Copyright Notice: The following article was originally published in the April 3, 2015 edition of Smithsonian.com. The author Matt Blitz, owns the copyright of the work presented below. 

Remnants of a vanished past, Fabergé Easter eggs live on in museums and collections across the world

Most people get chocolate bunnies or plastic candy-filled eggs as presents on Easter, but for Russian czars at the turn of the 20th century, gifts were lot more expensive—and much less edible. In 1885, Czar Alexander III commissioned 38-year-old Carl Faberge and his St. Petersburg family jewelry business to produce a surprise Easter gift for his wife, Empress Marie Fedorovna. Fabergé designed a beautiful white enamel egg encasing a gold “yolk,” with a pure gold hen enclosed inside like a Russian nesting doll. Inside the hen was a mini diamond replica of the royal crown and a tiny ruby egg pedant.

Known as the “Hen Egg,” it became the first of 50 Fabergé Imperial eggs produced over 32 years. The violent Russian revolutions of 1917 saw the end of this extravagant tradition, with the czars overthrown, the Fabergé family fleeing Russia and many of the eggs confiscated by the Bolsheviks.

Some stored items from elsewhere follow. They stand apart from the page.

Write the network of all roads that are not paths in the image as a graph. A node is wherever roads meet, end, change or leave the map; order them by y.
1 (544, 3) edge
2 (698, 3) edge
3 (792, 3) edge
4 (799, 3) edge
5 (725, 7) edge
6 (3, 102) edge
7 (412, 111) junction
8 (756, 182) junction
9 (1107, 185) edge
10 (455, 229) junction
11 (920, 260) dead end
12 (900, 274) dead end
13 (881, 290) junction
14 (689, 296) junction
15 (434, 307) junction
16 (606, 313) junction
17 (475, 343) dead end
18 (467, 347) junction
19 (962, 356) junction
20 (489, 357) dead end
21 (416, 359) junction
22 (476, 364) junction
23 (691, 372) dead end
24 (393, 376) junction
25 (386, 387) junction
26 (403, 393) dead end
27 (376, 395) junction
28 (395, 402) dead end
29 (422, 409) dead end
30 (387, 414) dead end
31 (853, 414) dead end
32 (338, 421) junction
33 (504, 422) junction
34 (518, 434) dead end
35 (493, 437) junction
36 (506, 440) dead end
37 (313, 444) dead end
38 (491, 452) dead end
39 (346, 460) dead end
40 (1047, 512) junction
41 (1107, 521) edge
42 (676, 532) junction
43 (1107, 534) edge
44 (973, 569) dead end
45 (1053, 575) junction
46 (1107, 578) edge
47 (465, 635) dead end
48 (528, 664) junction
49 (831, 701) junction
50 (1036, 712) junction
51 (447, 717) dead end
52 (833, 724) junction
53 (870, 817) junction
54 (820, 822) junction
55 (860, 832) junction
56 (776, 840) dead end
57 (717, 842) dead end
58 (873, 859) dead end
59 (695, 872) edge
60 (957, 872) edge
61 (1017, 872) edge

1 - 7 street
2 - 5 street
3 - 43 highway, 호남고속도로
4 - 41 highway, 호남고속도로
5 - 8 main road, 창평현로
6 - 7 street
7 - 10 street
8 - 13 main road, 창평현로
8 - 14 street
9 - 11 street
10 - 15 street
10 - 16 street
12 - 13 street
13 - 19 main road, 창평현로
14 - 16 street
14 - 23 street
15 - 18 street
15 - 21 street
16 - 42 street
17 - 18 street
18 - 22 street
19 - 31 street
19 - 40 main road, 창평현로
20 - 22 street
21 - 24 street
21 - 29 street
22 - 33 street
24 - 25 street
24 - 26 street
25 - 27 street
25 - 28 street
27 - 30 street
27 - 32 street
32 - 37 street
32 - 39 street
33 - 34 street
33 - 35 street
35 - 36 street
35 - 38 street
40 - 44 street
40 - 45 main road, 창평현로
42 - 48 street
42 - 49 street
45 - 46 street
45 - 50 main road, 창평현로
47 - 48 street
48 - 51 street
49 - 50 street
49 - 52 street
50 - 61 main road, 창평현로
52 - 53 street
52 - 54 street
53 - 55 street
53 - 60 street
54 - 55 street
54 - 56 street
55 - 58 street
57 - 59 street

Today, these rare, million-dollar Easter eggs have found their way into collections, museums and institutions across the world, from Moscow to Cleveland. For example, the Hen Egg is now part of the Vekselberg Collection (named for Russian oil and metal mogul Viktor Vekselberg, who purchased nine eggs from the Forbes family in 2004), and currently housed in the 18-month-old Fabergé Museum in St. Petersburg, Russia.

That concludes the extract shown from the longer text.